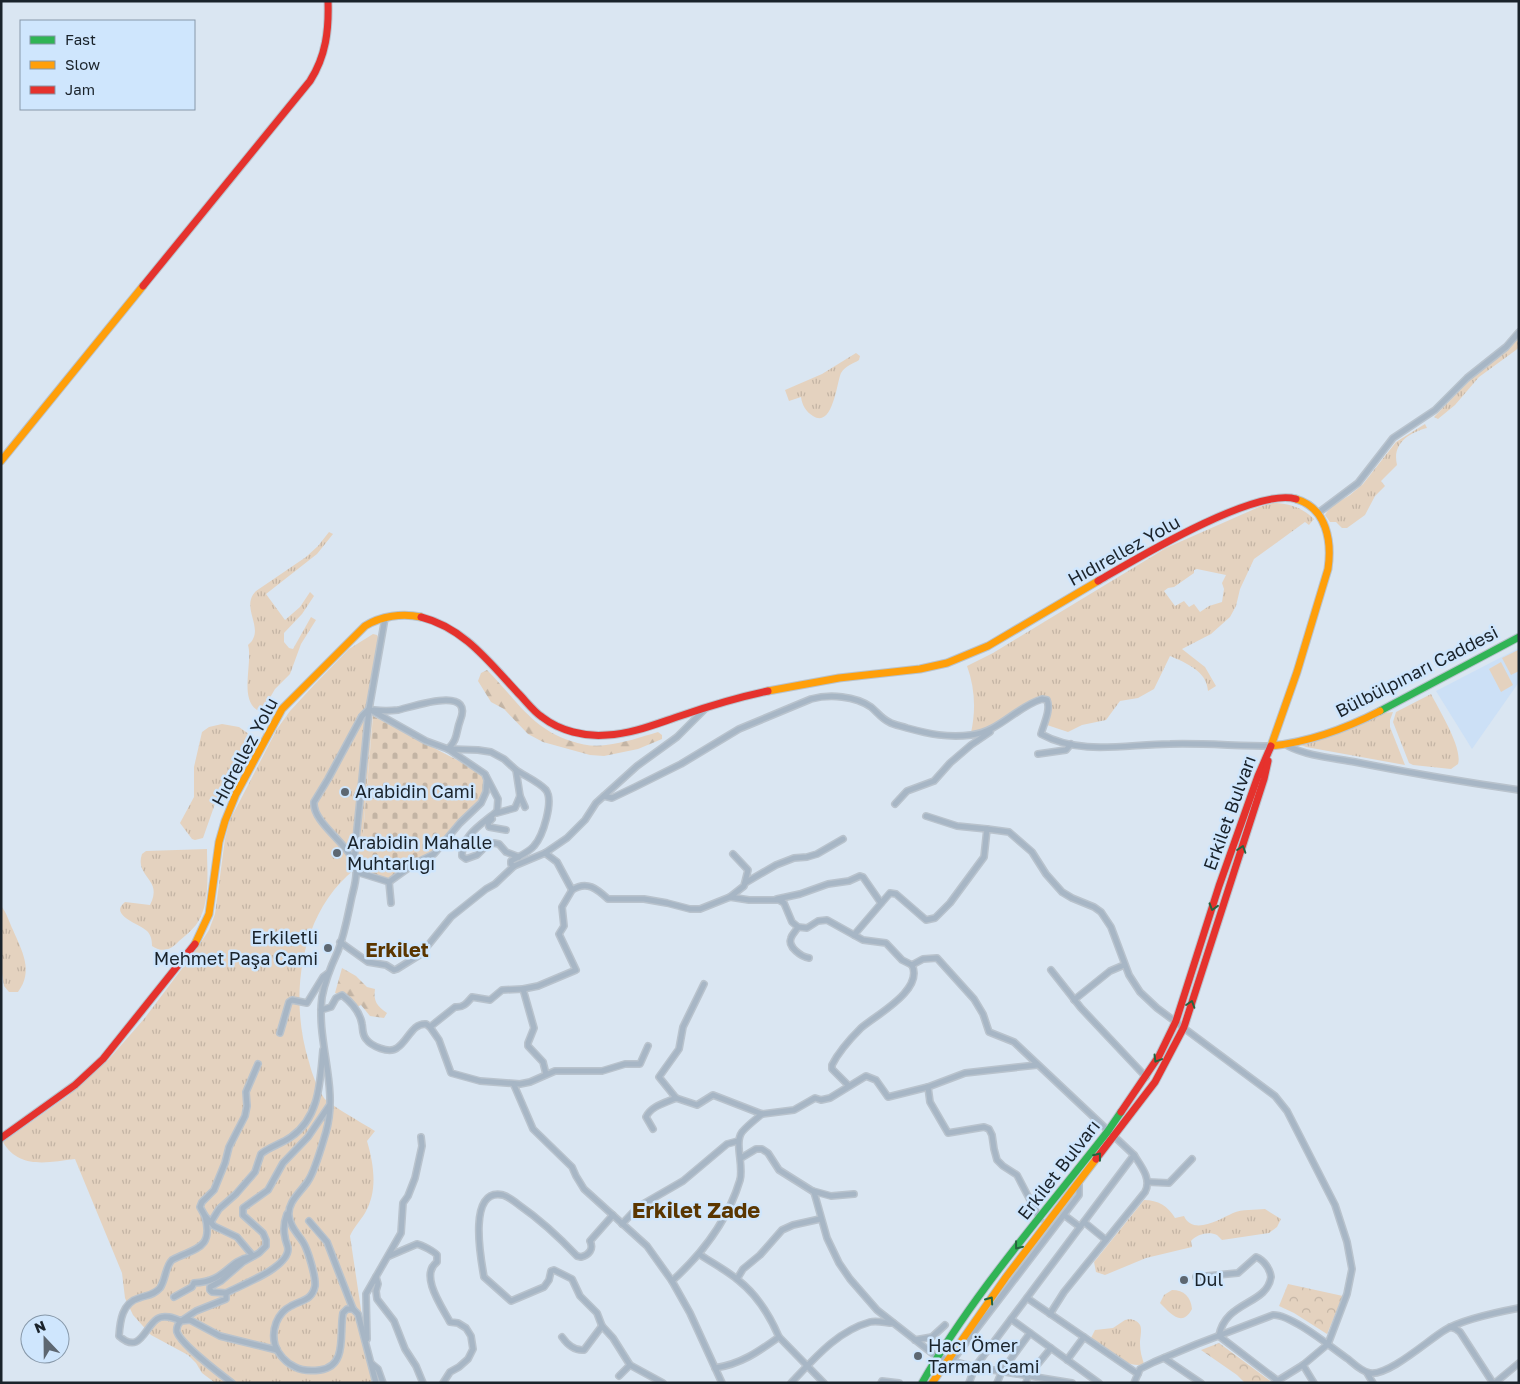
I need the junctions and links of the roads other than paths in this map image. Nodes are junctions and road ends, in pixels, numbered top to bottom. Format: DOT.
graph roads {
  1 [pos="328,1"];
  2 [pos="1519,332"];
  3 [pos="1,461"];
  4 [pos="1318,513"];
  5 [pos="385,618"];
  6 [pos="1519,637"];
  7 [pos="708,707"];
  8 [pos="369,709"];
  9 [pos="995,728"];
  10 [pos="1071,744"];
  11 [pos="1271,746"];
  12 [pos="1288,746"];
  13 [pos="448,749"];
  14 [pos="1038,754"];
  15 [pos="516,770"];
  16 [pos="486,776"];
  17 [pos="1519,790"];
  18 [pos="520,796"];
  19 [pos="604,796"];
  20 [pos="895,804"];
  21 [pos="525,807"];
  22 [pos="497,812"];
  23 [pos="926,816"];
  24 [pos="988,829"];
  25 [pos="506,830"];
  26 [pos="843,839"];
  27 [pos="545,853"];
  28 [pos="733,854"];
  29 [pos="519,857"];
  30 [pos="354,860"];
  31 [pos="514,866"];
  32 [pos="357,872"];
  33 [pos="389,882"];
  34 [pos="745,883"];
  35 [pos="572,890"];
  36 [pos="730,897"];
  37 [pos="776,900"];
  38 [pos="391,903"];
  39 [pos="881,903"];
  40 [pos="798,928"];
  41 [pos="854,935"];
  42 [pos="340,942"];
  43 [pos="809,958"];
  44 [pos="912,965"];
  45 [pos="1124,965"];
  46 [pos="1050,970"];
  47 [pos="328,973"];
  48 [pos="704,984"];
  49 [pos="523,989"];
  50 [pos="1074,1000"];
  51 [pos="321,1010"];
  52 [pos="1176,1021"];
  53 [pos="1184,1026"];
  54 [pos="430,1027"];
  55 [pos="280,1033"];
  56 [pos="323,1044"];
  57 [pos="648,1046"];
  58 [pos="258,1064"];
  59 [pos="1036,1065"];
  60 [pos="546,1074"];
  61 [pos="1146,1077"];
  62 [pos="514,1085"];
  63 [pos="850,1086"];
  64 [pos="928,1087"];
  65 [pos="676,1098"];
  66 [pos="330,1104"];
  67 [pos="762,1114"];
  68 [pos="654,1129"];
  69 [pos="1111,1133"];
  70 [pos="1,1138"];
  71 [pos="421,1138"];
  72 [pos="738,1141"];
  73 [pos="1134,1155"];
  74 [pos="741,1158"];
  75 [pos="1192,1159"];
  76 [pos="1079,1181"];
  77 [pos="1148,1182"];
  78 [pos="812,1191"];
  79 [pos="854,1194"];
  80 [pos="288,1212"];
  81 [pos="613,1215"];
  82 [pos="1064,1215"];
  83 [pos="205,1216"];
  84 [pos="1040,1218"];
  85 [pos="820,1219"];
  86 [pos="309,1221"];
  87 [pos="211,1222"];
  88 [pos="622,1224"];
  89 [pos="1082,1225"];
  90 [pos="1106,1240"];
  91 [pos="699,1254"];
  92 [pos="253,1256"];
  93 [pos="388,1257"];
  94 [pos="376,1277"];
  95 [pos="1196,1277"];
  96 [pos="737,1279"];
  97 [pos="672,1281"];
  98 [pos="226,1293"];
  99 [pos="174,1297"];
  100 [pos="1027,1298"];
  101 [pos="1519,1308"];
  102 [pos="353,1309"];
  103 [pos="1050,1314"];
  104 [pos="1011,1319"];
  105 [pos="181,1321"];
  106 [pos="894,1324"];
  107 [pos="945,1325"];
  108 [pos="602,1326"];
  109 [pos="1450,1327"];
  110 [pos="1030,1333"];
  111 [pos="1219,1336"];
  112 [pos="562,1337"];
  113 [pos="779,1337"];
  114 [pos="1084,1337"];
  115 [pos="915,1340"];
  116 [pos="1328,1344"];
  117 [pos="1051,1348"];
  118 [pos="278,1350"];
  119 [pos="368,1350"];
  120 [pos="937,1357"];
  121 [pos="1164,1358"];
  122 [pos="1067,1360"];
  123 [pos="949,1361"];
  124 [pos="371,1363"];
  125 [pos="1519,1364"];
  126 [pos="630,1365"];
  127 [pos="1303,1365"];
  128 [pos="807,1366"];
  129 [pos="975,1367"];
  130 [pos="715,1368"];
  131 [pos="1002,1371"];
  132 [pos="1367,1373"];
  133 [pos="1138,1374"];
  134 [pos="619,1376"];
  135 [pos="1028,1376"];
  136 [pos="1054,1381"];
  137 [pos="1276,1382"];
  138 [pos="232,1383"];
  139 [pos="376,1383"];
  140 [pos="383,1383"];
  141 [pos="423,1383"];
  142 [pos="443,1383"];
  143 [pos="663,1383"];
  144 [pos="722,1383"];
  145 [pos="791,1383"];
  146 [pos="824,1383"];
  147 [pos="880,1383"];
  148 [pos="899,1383"];
  149 [pos="922,1383"];
  150 [pos="932,1383"];
  151 [pos="969,1383"];
  152 [pos="997,1383"];
  153 [pos="1026,1383"];
  154 [pos="1072,1383"];
  155 [pos="1099,1383"];
  156 [pos="1134,1383"];
  157 [pos="1201,1383"];
  158 [pos="1314,1383"];
  159 [pos="1373,1383"];
  160 [pos="1494,1383"];
  1 -- 3 [label="street"];
  2 -- 4 [label="street"];
  4 -- 7 [label="street, Hıdırellez Yolu"];
  4 -- 11 [label="street"];
  5 -- 7 [label="street, Hıdrellez Yolu"];
  5 -- 8 [label="street"];
  5 -- 70 [label="street, Hıdrellez Yolu"];
  6 -- 12 [label="street, Bülbülpınarı Caddesi"];
  7 -- 19 [label="street"];
  8 -- 13 [label="street"];
  8 -- 13 [label="street"];
  8 -- 30 [label="street"];
  8 -- 30 [label="street"];
  9 -- 10 [label="street"];
  9 -- 19 [label="street"];
  9 -- 20 [label="street"];
  10 -- 11 [label="street"];
  10 -- 14 [label="street"];
  11 -- 12 [label="street, Bülbülpınarı Caddesi"];
  11 -- 52 [label="street, Erkilet Bulvarı, one-way"];
  53 -- 11 [label="street, Erkilet Bulvarı, one-way"];
  12 -- 17 [label="street"];
  13 -- 15 [label="street"];
  13 -- 16 [label="street"];
  15 -- 18 [label="street"];
  15 -- 29 [label="street"];
  16 -- 22 [label="street"];
  16 -- 33 [label="street"];
  18 -- 21 [label="street"];
  18 -- 22 [label="street"];
  19 -- 27 [label="street"];
  22 -- 25 [label="street"];
  22 -- 29 [label="street"];
  23 -- 24 [label="street"];
  24 -- 39 [label="street"];
  24 -- 45 [label="street"];
  26 -- 34 [label="street"];
  27 -- 31 [label="street"];
  27 -- 35 [label="street"];
  28 -- 34 [label="street"];
  29 -- 31 [label="street"];
  30 -- 32 [label="street"];
  31 -- 42 [label="street"];
  32 -- 33 [label="street"];
  32 -- 42 [label="street"];
  33 -- 38 [label="street"];
  34 -- 36 [label="street"];
  35 -- 36 [label="street"];
  35 -- 49 [label="street"];
  36 -- 37 [label="street"];
  37 -- 39 [label="street"];
  37 -- 40 [label="street"];
  39 -- 41 [label="street"];
  40 -- 41 [label="street"];
  40 -- 43 [label="street"];
  41 -- 44 [label="street"];
  42 -- 47 [label="street"];
  44 -- 59 [label="street"];
  44 -- 63 [label="street"];
  45 -- 50 [label="street"];
  45 -- 52 [label="street"];
  46 -- 50 [label="street"];
  47 -- 51 [label="street"];
  47 -- 55 [label="street"];
  48 -- 65 [label="street"];
  49 -- 54 [label="street"];
  49 -- 60 [label="street"];
  50 -- 61 [label="street"];
  51 -- 54 [label="street"];
  51 -- 56 [label="street"];
  52 -- 53 [label="street"];
  52 -- 61 [label="street, Erkilet Bulvarı, one-way"];
  53 -- 69 [label="street, Erkilet Bulvarı"];
  53 -- 116 [label="street"];
  54 -- 62 [label="street"];
  56 -- 66 [label="street"];
  56 -- 87 [label="street"];
  57 -- 60 [label="street"];
  58 -- 83 [label="street"];
  59 -- 64 [label="street"];
  59 -- 69 [label="street"];
  60 -- 62 [label="street"];
  61 -- 69 [label="street, Erkilet Bulvarı"];
  62 -- 81 [label="street"];
  63 -- 64 [label="street"];
  63 -- 67 [label="street"];
  64 -- 84 [label="street"];
  65 -- 67 [label="street"];
  65 -- 68 [label="street"];
  66 -- 80 [label="street"];
  66 -- 92 [label="street"];
  67 -- 72 [label="street"];
  69 -- 73 [label="street"];
  76 -- 69 [label="street, Erkilet Bulvarı, one-way"];
  69 -- 84 [label="street, Erkilet Bulvarı"];
  71 -- 93 [label="street"];
  72 -- 74 [label="street"];
  72 -- 88 [label="street"];
  73 -- 77 [label="street"];
  73 -- 89 [label="street"];
  74 -- 78 [label="street"];
  74 -- 91 [label="street"];
  75 -- 77 [label="street"];
  76 -- 82 [label="street"];
  123 -- 76 [label="street, Erkilet Bulvarı, one-way"];
  77 -- 90 [label="street"];
  78 -- 79 [label="street"];
  78 -- 85 [label="street"];
  80 -- 98 [label="street"];
  80 -- 118 [label="street"];
  81 -- 88 [label="street"];
  81 -- 108 [label="street"];
  82 -- 89 [label="street"];
  82 -- 123 [label="street"];
  83 -- 87 [label="street"];
  83 -- 105 [label="street"];
  84 -- 120 [label="street, Erkilet Bulvarı, one-way"];
  85 -- 96 [label="street"];
  85 -- 106 [label="street"];
  86 -- 102 [label="street"];
  87 -- 92 [label="street"];
  88 -- 97 [label="street"];
  89 -- 90 [label="street"];
  89 -- 100 [label="street"];
  90 -- 103 [label="street"];
  91 -- 96 [label="street"];
  91 -- 97 [label="street"];
  92 -- 98 [label="street"];
  92 -- 99 [label="street"];
  93 -- 94 [label="street"];
  93 -- 142 [label="street"];
  94 -- 119 [label="street"];
  94 -- 141 [label="street"];
  95 -- 111 [label="street"];
  96 -- 113 [label="street"];
  97 -- 130 [label="street"];
  98 -- 105 [label="street"];
  100 -- 103 [label="street"];
  100 -- 104 [label="street"];
  101 -- 109 [label="street"];
  102 -- 118 [label="street"];
  102 -- 119 [label="street"];
  103 -- 114 [label="street"];
  104 -- 110 [label="street"];
  104 -- 129 [label="street"];
  105 -- 118 [label="street"];
  105 -- 138 [label="street"];
  106 -- 115 [label="street"];
  106 -- 128 [label="street"];
  107 -- 115 [label="street"];
  108 -- 112 [label="street"];
  108 -- 126 [label="street"];
  109 -- 132 [label="street"];
  109 -- 160 [label="street"];
  110 -- 117 [label="street"];
  110 -- 131 [label="street"];
  111 -- 116 [label="street"];
  111 -- 121 [label="street"];
  111 -- 137 [label="street"];
  113 -- 128 [label="street"];
  113 -- 130 [label="street"];
  114 -- 122 [label="street"];
  114 -- 133 [label="street"];
  115 -- 120 [label="street"];
  116 -- 127 [label="street"];
  116 -- 132 [label="street"];
  117 -- 122 [label="street"];
  117 -- 135 [label="street"];
  119 -- 124 [label="street"];
  120 -- 123 [label="street"];
  120 -- 149 [label="street, Erkilet Bulvarı"];
  121 -- 133 [label="street"];
  121 -- 157 [label="street"];
  122 -- 155 [label="street"];
  123 -- 129 [label="street"];
  123 -- 150 [label="street, Erkilet Bulvarı"];
  124 -- 139 [label="street"];
  124 -- 140 [label="street"];
  125 -- 160 [label="street"];
  126 -- 134 [label="street"];
  126 -- 143 [label="street"];
  127 -- 137 [label="street"];
  127 -- 158 [label="street"];
  128 -- 145 [label="street"];
  128 -- 146 [label="street"];
  129 -- 131 [label="street"];
  129 -- 151 [label="street"];
  130 -- 144 [label="street"];
  131 -- 135 [label="street"];
  131 -- 152 [label="street"];
  132 -- 159 [label="street"];
  133 -- 156 [label="street"];
  135 -- 136 [label="street"];
  135 -- 153 [label="street"];
  136 -- 154 [label="street"];
  147 -- 148 [label="street"];
}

- [Work instruction] Every line that includes "roads" must be copied from the material above.

- [Answer for this exercise]
I need the junctions and links of the roads other than paths in this map image. Nodes are junctions and road ends, in pixels, numbered top to bottom. Format: DOT.
graph roads {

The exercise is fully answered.